Bir anda zorluklarla kurulan sistem yok olma tehlikesi ile baş başa kalır...

İşte o aşamada fazladan katı kurallar koymak asla çare olmaz. Yasaklar çiğnemek için vardır yazısız, sözlü ilkesi hayata geçer. Mevcut kuralları bozma ve doğruluktan sapma eğilimi kendiliğinden gelişir.
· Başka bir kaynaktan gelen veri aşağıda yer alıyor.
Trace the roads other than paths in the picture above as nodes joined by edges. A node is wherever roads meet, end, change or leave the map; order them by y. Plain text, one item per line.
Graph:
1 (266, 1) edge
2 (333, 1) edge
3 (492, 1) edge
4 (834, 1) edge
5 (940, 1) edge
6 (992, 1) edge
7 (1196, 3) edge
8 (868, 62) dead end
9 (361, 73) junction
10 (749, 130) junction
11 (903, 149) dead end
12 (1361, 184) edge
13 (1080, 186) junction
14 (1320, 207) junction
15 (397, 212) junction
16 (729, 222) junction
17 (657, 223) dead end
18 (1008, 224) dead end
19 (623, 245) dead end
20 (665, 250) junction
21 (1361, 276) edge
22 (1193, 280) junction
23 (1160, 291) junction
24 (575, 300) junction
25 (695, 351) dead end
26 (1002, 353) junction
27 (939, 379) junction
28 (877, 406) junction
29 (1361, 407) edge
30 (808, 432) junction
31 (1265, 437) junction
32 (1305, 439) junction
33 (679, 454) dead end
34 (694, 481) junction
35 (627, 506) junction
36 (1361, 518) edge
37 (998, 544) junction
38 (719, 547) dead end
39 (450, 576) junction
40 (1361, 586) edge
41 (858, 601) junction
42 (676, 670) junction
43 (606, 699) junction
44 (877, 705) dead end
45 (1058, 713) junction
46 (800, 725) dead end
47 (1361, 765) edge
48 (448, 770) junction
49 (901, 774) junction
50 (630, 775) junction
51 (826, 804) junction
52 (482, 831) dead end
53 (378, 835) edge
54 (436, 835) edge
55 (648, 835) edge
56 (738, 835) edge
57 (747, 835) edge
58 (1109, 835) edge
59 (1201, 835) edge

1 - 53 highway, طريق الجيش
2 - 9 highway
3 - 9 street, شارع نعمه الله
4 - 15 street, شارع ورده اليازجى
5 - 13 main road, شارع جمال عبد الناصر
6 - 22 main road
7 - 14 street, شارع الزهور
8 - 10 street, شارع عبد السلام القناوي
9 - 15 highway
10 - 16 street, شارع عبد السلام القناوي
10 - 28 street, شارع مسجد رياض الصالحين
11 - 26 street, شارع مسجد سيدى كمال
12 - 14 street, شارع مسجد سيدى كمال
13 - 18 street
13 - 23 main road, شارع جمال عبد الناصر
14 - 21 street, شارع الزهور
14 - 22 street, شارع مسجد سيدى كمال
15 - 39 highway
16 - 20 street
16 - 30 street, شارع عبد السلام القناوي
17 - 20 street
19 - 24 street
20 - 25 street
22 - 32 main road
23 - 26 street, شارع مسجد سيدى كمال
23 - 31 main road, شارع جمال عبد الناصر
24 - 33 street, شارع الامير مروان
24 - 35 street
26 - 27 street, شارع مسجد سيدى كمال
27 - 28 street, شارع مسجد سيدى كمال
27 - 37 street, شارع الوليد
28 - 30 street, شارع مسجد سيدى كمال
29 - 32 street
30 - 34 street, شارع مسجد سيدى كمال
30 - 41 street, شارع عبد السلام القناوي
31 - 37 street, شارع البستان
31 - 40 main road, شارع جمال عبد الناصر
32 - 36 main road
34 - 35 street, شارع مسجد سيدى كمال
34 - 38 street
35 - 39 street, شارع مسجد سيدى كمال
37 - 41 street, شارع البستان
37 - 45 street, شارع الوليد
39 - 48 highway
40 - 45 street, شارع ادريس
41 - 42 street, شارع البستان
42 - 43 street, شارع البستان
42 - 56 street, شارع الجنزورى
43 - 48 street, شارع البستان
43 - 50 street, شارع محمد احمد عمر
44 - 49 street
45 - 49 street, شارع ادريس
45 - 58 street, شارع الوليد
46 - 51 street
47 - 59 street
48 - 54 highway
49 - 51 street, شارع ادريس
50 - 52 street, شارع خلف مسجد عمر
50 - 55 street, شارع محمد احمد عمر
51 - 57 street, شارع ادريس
Aslında bu çelişkili süreç alt bilinçte yeri olan, bireyin doğa ve toplumla savaşının, çatışmasının bir alt ürünüdür.

Bu patentsiz ürün ise milyonlarca yıllık acı bir lokmayı yutturur; suç...

Pek çetrefilli görünse de literatüre giren şekliyle, yeryüzünde farklı toplum kesimlerinde, farklı değer yargılarında yaşayan insanlar istek ve arzularına ulaşırken bir yandan da toplum kuralları ile çatışırlar. Ve çatışmanın şiddetine göre de suç olgusu oluşur.

İşte bu suç olgusunu neden sonuç, insan mekân, suçun meydana çıktığı yer, bölge ve coğrafya temelinde ele alıp irdelemek gerekir. Ancak mevkisi makamı ne olursa olsun her edimine, her eylemine fesat karıştıran toplumbozarlar, topun ağzındaki suçlular hariç..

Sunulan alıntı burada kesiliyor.